B Law & Tax
12 July 2023

Tax Advisor: The Supreme Court establishes that the basis of the penalty will be the difference between the amount not paid by the individual and the amount paid by the simulated special purpose vehicle.

The Supreme Court, in a ruling dated June 8, 2023, interprets that in case of simulation, the basis of the penalty will be the difference between the amount not paid by the individual and the amount paid by the simulated special purpose vehicle, in relation to the same income.

Thus, the Supreme Court confirms the penalty imposed on a well-known sports journalist, upholding the previous decision of the Audiencia Nacional. It rejects the plaintiff’s argument that the basis for the penalty should be the amount not collected by the Tax Authorities. Although the regulations do not contemplate a reduction in the basis of the penalty, in this case of simulation, the Court seems to allow deducting the Corporate Income Tax paid by the shell company from the basis of the partner’s penalty, due to the fact that there are no distinct personalities. Therefore, the basis of the penalty will be the difference between the amount not paid by the individual and the amount paid by the simulated shell company, in relation to the same income.

Despite the fact that the Chamber refers to the legal doctrine established in the Supreme Court decision of June 6, 2023, appeal no. 8550/2021, where it is considered that the qualification as related transactions must be applied in a consistent and homogeneous manner to all the implications and consequences of the regularization made, it cannot be suggested that the legal entity and the individual were the same entity to compensate the economic damage, while admitting the existence of related transactions. This implies the existence of two different subjects and, in theory, the application of a less severe sanctioning regime than the one that would correspond in cases of simulation or fraud.

However, in the current case, the State Tax Administration Agency (AEAT) has applied a different treatment to the one analyzed in that ruling.
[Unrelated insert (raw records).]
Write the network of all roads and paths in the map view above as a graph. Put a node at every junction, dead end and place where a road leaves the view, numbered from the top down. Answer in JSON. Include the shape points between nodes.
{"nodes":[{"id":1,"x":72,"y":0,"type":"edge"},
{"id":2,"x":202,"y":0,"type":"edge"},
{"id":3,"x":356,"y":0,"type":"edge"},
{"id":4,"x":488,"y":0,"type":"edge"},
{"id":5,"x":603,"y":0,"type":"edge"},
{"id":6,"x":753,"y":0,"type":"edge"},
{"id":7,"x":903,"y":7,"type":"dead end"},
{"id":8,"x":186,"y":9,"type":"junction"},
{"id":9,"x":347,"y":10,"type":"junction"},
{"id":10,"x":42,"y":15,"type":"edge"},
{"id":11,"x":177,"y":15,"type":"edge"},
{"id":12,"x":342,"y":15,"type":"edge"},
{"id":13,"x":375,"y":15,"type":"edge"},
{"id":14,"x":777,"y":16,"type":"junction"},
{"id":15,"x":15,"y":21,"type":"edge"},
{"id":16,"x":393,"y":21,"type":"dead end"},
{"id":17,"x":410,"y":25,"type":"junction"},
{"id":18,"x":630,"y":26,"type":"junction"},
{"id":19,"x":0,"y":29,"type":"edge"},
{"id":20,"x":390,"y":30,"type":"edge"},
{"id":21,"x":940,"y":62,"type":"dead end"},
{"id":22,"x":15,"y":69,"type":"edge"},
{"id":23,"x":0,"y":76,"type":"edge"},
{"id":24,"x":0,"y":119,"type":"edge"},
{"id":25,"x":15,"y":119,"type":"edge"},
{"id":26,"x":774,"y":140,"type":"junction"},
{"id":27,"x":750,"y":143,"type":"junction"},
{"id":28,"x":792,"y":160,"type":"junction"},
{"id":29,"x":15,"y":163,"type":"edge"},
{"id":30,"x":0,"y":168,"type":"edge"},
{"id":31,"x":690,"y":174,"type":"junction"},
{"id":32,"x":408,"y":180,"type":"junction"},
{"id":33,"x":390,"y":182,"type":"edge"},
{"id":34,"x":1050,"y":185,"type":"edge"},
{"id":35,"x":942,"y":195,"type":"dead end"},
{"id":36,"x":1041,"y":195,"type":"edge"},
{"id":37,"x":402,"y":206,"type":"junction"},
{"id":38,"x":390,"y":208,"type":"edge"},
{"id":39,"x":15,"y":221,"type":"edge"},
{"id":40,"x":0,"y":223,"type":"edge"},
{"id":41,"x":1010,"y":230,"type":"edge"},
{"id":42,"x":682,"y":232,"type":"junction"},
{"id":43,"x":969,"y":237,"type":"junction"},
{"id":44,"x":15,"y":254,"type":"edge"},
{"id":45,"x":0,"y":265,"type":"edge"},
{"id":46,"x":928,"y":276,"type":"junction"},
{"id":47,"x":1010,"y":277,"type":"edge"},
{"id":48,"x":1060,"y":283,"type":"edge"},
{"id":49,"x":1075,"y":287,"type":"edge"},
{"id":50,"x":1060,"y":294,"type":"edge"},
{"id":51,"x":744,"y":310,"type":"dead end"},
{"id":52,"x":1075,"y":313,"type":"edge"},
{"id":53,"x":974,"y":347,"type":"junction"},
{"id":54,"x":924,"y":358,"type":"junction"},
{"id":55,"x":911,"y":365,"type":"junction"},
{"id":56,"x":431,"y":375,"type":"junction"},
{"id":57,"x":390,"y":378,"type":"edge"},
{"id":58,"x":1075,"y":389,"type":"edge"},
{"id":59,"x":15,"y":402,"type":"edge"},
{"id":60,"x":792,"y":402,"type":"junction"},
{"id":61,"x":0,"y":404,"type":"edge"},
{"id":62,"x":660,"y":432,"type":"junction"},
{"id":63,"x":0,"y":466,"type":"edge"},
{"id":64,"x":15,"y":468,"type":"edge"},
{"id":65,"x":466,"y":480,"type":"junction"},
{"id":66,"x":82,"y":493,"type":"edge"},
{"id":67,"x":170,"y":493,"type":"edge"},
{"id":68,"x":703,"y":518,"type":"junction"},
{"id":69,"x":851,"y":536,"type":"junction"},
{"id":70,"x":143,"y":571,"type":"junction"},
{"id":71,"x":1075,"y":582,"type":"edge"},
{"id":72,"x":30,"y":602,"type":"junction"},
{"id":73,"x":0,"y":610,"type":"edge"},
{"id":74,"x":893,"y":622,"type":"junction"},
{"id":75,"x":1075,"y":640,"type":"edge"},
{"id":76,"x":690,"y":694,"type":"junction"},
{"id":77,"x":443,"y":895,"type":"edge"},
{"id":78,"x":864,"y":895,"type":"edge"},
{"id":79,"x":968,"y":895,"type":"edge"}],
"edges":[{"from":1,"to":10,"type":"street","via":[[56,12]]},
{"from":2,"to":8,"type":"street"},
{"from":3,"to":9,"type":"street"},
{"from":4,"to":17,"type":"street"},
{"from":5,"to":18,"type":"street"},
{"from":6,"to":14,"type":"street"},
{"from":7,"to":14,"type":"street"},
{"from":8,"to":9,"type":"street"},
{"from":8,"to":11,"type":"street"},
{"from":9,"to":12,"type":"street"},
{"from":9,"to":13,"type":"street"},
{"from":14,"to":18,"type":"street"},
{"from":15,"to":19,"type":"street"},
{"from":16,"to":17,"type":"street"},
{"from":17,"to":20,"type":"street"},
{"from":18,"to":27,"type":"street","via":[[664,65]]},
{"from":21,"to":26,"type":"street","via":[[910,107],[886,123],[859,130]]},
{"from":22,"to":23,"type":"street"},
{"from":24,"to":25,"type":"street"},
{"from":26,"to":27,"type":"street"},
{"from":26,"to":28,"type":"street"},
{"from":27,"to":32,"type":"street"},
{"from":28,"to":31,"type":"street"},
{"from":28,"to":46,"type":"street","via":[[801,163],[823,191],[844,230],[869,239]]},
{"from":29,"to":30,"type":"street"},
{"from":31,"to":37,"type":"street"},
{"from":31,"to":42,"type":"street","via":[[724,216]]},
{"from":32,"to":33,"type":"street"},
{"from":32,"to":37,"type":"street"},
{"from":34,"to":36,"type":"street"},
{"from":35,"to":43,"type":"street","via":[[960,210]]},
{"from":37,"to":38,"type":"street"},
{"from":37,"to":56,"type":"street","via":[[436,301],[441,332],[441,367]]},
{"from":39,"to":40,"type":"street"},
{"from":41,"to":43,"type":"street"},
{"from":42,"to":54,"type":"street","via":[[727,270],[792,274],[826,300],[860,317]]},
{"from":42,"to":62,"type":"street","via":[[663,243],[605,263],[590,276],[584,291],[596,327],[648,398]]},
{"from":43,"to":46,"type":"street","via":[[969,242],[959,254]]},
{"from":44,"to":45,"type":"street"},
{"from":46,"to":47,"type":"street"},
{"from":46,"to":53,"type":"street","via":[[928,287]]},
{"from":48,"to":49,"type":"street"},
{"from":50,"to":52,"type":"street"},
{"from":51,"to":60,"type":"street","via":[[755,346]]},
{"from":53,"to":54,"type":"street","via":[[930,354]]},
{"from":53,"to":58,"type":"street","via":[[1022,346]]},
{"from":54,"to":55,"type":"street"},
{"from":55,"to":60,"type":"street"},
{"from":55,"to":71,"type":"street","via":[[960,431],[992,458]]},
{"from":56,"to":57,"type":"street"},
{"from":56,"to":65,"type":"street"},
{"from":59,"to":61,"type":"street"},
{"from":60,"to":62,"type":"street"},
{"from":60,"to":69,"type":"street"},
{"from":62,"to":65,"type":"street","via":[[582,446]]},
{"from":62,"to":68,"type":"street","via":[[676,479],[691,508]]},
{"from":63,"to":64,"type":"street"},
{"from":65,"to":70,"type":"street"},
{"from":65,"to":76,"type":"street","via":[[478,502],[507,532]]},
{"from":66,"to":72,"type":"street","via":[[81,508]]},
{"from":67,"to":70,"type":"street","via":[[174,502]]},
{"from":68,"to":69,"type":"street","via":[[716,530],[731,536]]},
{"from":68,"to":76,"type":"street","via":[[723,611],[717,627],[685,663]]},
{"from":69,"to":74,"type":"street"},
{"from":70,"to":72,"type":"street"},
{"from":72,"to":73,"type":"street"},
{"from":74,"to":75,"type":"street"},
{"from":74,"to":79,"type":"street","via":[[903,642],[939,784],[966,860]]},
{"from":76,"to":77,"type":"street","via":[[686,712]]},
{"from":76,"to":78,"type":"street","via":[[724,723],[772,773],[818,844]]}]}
In one case, the simulation mechanism has been used, which has led to qualify the infringement as very serious, reflected in the sanction imposed, while in another case it has been considered a minor infringement, resulting in a sanction of considerably different severity. In the case under analysis, the Court, as explicitly mentioned in the decision that is the subject of the administrative appeal, justifies the existence of simulation and establishes that the professional services invoiced by the intervening company were provided directly by the professional partner of said company. Therefore, the income derived from the services effectively rendered must be included in the taxable income of the taxpayer.

What is relevant here is that this is a case of simulation in which the tax authorities have revealed the presence of a merely formal company with no real legal existence, where the partner and the company are the same person for tax purposes. As a result, there are tax consequences, including the corresponding penalties. Therefore, it is necessary to maintain consistency both in the regularization, considering the confusion of taxpayers in a single person, and in the imposition of the penalty established in article 191 of the LGT, in accordance with the principles governing the exercise of ius puniendi by the Administration and in line with the requirements of the principle of typicality.

The case is in line with article 191.1 LGT, where the appellant has not paid part of the personal income tax debt. The basis of the penalty is the amount not paid in the self-assessment. Given that payments have been made in both taxes (Personal Income Tax and Corporate Income Tax), the amount paid in Personal Income Tax must be subtracted from the Personal Income Tax regularization to determine the economic damage suffered by the Treasury.

The conduct is classified as very serious due to the simulation present in the case. The regularization was carried out considering the real non-existence of the interposed entity. The economic damage to the Treasury was limited to the difference between the amount not paid by the individual and the amount paid by the simulated shell company.